At June 30th, 2019 the authorised share capital comprised 100,000,000 ordinary shares (June 30th, 2018: 80,000,000). The shares have a nominal value of EUR 0.11 each. At June 30th, 2019, 74,896,267 ordinary shares were in issue (June30th, 2018: 72,587,399).
* In the half year figures, profits/losses have been accounted as if added to or deducted from the retained earnings. However, in accordance with a resolution of the AGM, the actual addition to or deduction from the retained earnings is made at year-end.
| (x EUR 1,000) | Unaudited | Unaudited | Audited |
|---|---|---|---|
| HY1 20191 | HY1 2018 | 2018 | |
| EBITDA | 807 | 913 | 1,383 |
| Adjustments for: | |||
| ‐ Share‐based payments | 7 | – | 20 |
| ‐ Movements in retirement benefit obligation and | 64 | ‐50 | ‐303 |
| provisions | |||
| ‐ Accrued interest | – | ‐3 | ‐8 |
| Changes in working capital: | |||
| ‐ Inventories | 161 | 93 | ‐12 |
| ‐ Trade and other receivables | ‐320 | ‐394 | ‐121 |
| ‐ Trade and other payables | ‐460 | ‐720 | ‐236 |
| Cash flow from operating activities | 259 | ‐161 | 723 |
| Interest paid | ‐72 | ‐84 | ‐160 |
| Net cash flow from operating activities | 187 | ‐245 | 563 |
| Cash flow from investing activities | |||
| Investments in property, plant and equipment | ‐1,286 | ‐203 | ‐446 |
| Disposals of property, plant and equipment | – | 326 | 326 |
| Investments in intangible assets | ‐60 | ‐25 | ‐130 |
| Net investments in financial assets | 81 | – | – |
| Net cash flow from investing activities | ‐1,265 | 98 | ‐250 |
| Cash flow from financing activities | |||
| Proceeds from issuance of share capital | 445 | 1,218 | 1,258 |
| Payment of lease terms | ‐158 | – | – |
| Repayment of borrowings | ‐225 | ‐469 | ‐450 |
| Net cash flow from financing activities | 62 | 749 | 808 |
| Net cash flow | ‐1,016 | 602 | 1,121 |
| Cash ‐/‐ bank overdrafts at beginning of period | 1,738 | 617 | 617 |
| Cash ‐/‐ bank overdrafts at end of period | 722 | 1,219 | 1,738 |
| Net cash flow | ‐1,016 | 602 | 1,121 |
1 IFRS 16 Leases (IFRS 16) was adopted with effect from January 1, 2019. See 6 Notes "Adoption of IFRS 16 Leases".
RoodMicrotec N.V. is a public limited liability company with its registered office in Deventer, the Netherlands and publicly listed on the Euronext Amsterdam Stock Exchange since 1986. The consolidated interim financial statements of the company for the period ended June 30th, 2019 comprise the company and its subsidiaries (jointly referred to as 'RoodMicrotec'). RoodMicrotec includes the wholly‐owned subsidiaries RoodMicrotec GmbH (Nördlingen, Germany) and RoodMicrotec International B.V. (Zwolle, The Netherlands).
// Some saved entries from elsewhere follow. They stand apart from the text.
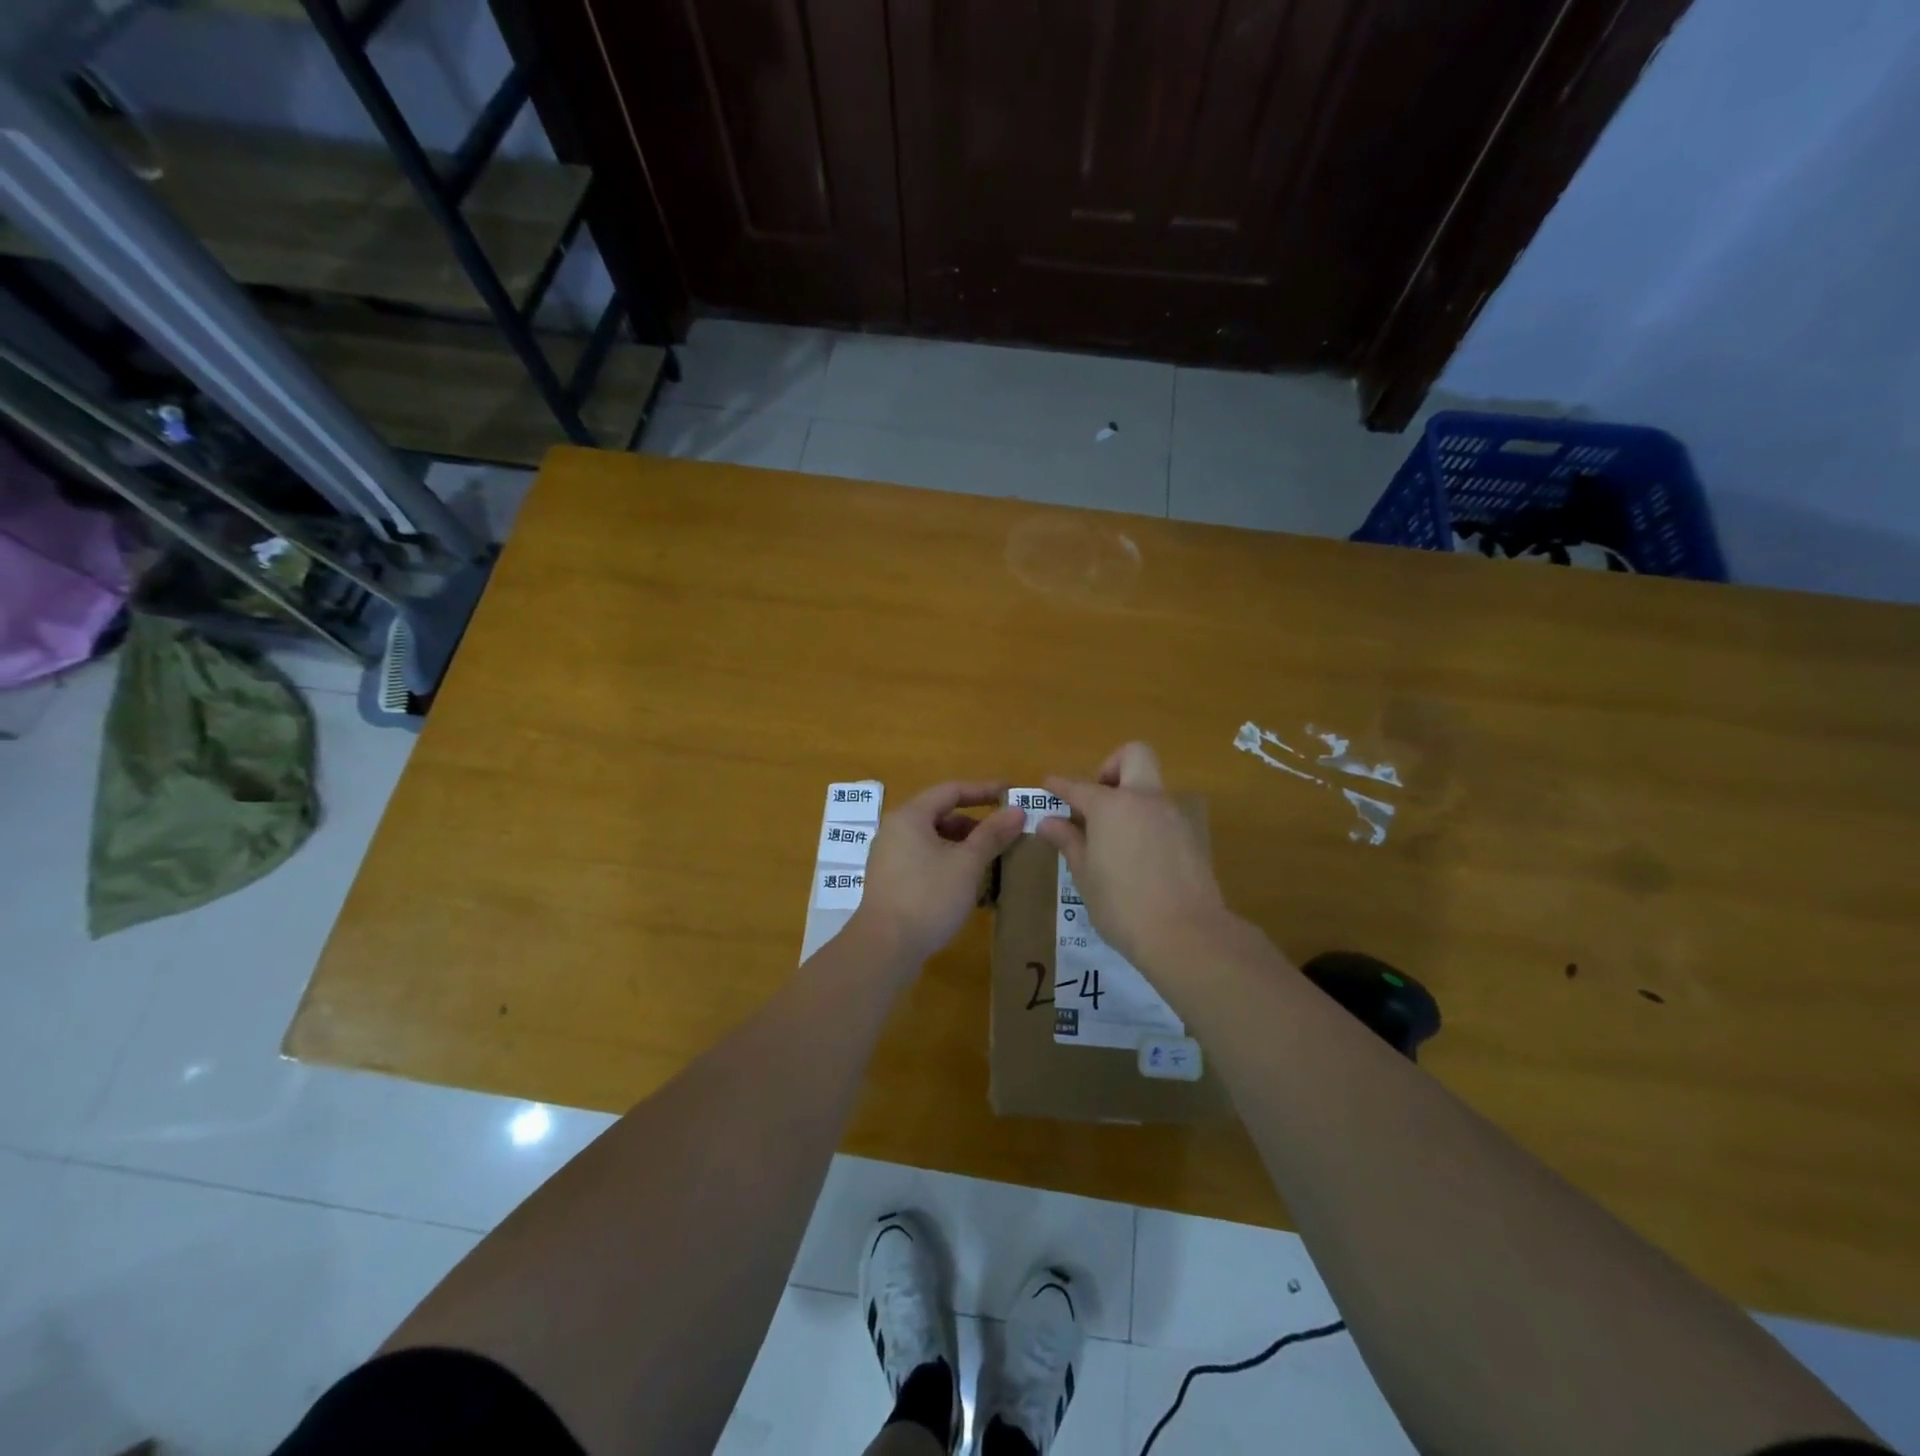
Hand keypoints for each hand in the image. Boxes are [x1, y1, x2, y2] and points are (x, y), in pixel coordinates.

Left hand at [851, 780, 1024, 968]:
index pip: (951, 791)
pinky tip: (970, 885)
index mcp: (910, 817)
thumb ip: (992, 834)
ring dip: (964, 847)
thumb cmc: (928, 897)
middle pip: (941, 816)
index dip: (983, 790)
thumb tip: (1017, 810)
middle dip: (976, 824)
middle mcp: (895, 830)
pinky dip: (949, 865)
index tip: (1011, 794)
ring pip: (934, 841)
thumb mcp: (967, 864)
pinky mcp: (891, 882)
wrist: (884, 948)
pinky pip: (925, 861)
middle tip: (1006, 835)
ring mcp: (890, 858)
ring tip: (992, 862)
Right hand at [1037, 743, 1230, 967]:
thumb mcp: (1085, 875)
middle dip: (1111, 767)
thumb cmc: (1122, 905)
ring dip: (1130, 797)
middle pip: (1134, 755)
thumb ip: (1069, 841)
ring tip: (1111, 836)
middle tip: (1096, 801)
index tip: (1048, 785)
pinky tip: (1135, 855)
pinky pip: (1162, 813)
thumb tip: (1049, 821)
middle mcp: (1144, 799)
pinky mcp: (1190, 836)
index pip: (1078, 786)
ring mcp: (1172, 815)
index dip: (1059, 784)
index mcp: (1112, 806)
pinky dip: (1145, 820)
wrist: (1186, 934)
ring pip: (1150, 786)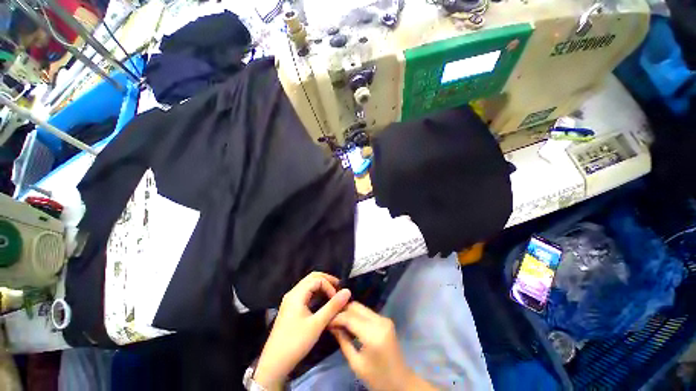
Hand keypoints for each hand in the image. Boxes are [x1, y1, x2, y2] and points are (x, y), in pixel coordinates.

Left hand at [254, 272, 350, 389]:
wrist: (274, 363)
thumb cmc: (296, 342)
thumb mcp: (317, 324)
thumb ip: (333, 306)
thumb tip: (347, 291)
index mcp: (297, 294)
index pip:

These consolidated interim financial statements have been prepared in accordance with IAS 34 (interim financial reporting). They do not include all the information required for full annual financial statements, and should therefore be read in conjunction with the consolidated financial statements of RoodMicrotec as of and for the year ended December 31st, 2018 included in the 2018 annual report.
The accounting policies applied in these consolidated interim financial statements are the same as those applied in its consolidated financial statements as of and for the year ended December 31st, 2018, except for the adoption of IFRS 16 Leases on January 1st, 2019.
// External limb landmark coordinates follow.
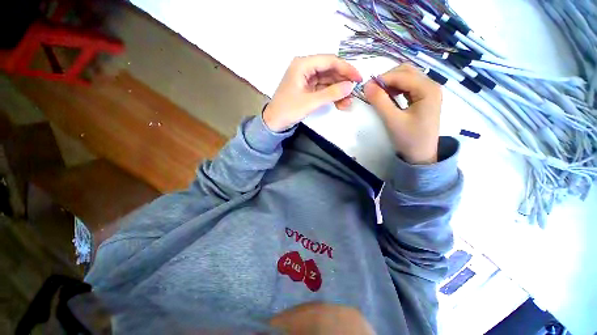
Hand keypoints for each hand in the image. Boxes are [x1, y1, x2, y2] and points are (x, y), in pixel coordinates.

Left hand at [263, 55, 362, 131]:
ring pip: (328, 80)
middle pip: (330, 70)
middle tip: (354, 92)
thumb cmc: (288, 110)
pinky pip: (323, 88)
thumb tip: (350, 86)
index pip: (330, 61)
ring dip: (338, 90)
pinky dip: (331, 95)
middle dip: (343, 82)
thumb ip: (331, 93)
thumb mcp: (310, 102)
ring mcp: (306, 78)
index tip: (358, 79)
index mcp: (303, 65)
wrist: (274, 122)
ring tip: (348, 102)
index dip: (346, 69)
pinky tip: (340, 103)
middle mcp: (305, 68)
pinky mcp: (307, 88)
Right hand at [364, 64, 441, 164]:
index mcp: (428, 89)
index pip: (402, 75)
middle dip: (387, 78)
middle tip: (372, 91)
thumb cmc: (409, 139)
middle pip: (406, 71)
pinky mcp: (423, 98)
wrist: (421, 155)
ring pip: (406, 77)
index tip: (365, 88)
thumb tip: (366, 85)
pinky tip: (388, 97)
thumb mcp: (392, 120)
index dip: (382, 79)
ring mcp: (428, 91)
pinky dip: (396, 88)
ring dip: (391, 83)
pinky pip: (408, 86)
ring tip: (379, 94)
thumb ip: (379, 101)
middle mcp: (431, 86)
Under IFRS 16, all lease contracts, with limited exceptions, are recognised in financial statements by way of right‐of‐use assets and corresponding lease liabilities. RoodMicrotec applied the modified retrospective method without restating comparative information. Further information in respect of the implementation of IFRS 16 is included in the notes.
The consolidated interim financial statements and the reconciliations included in this report and its enclosures have not been audited nor been reviewed by external auditors.
This note explains the impact of the adoption of IFRS 16 Leases on the interim financial statements and discloses the new accounting policies that have been applied from January 1st, 2019.
The company has adopted IFRS 16 using the modified retrospective transition approach, with the cumulative effect of initially applying IFRS 16 as an adjustment to the opening balance of equity on January 1st, 2019. The company will therefore not restate comparative information prior to first adoption.
The company's leases various offices and cars. Rental contracts are typically made for fixed periods and may have extension options. Lease terms are negotiated on an individual basis and contain a wide range of different terms and conditions. The lease agreements do not impose any covenants.
Until the 2018 financial year, leases were classified as operating leases. Payments made under operating leases (net of any incentives received from the lessor) were charged to profit or loss on a straight‐line basis over the period of the lease.
From January 1st, 2019, leases are recognised as a right‐of‐use asset and a corresponding lease liability at the date at which the leased asset is available for use. Each lease payment is allocated between the liability and financial expenses. The financial expenses are charged to profit or loss over the lease period so as to produce a constant periodic rate of interest on the remaining balance of the liability for each period. The right‐of‐use asset is depreciated over the shorter of the asset's useful life and the lease term on a straight‐line basis.
Assets and liabilities arising from a lease are initially measured on a present value basis. Lease liabilities include the net present value of the following lease payments:
The lease payments are discounted using the incremental borrowing rate (hereafter: IBR) is used, being the rate that the company would have to pay to borrow the funds necessary to obtain an asset of similar value in a similar economic environment with similar terms and conditions. The IBR used to discount the lease liabilities on January 1st. 2019 varies between 0% and 2.1%.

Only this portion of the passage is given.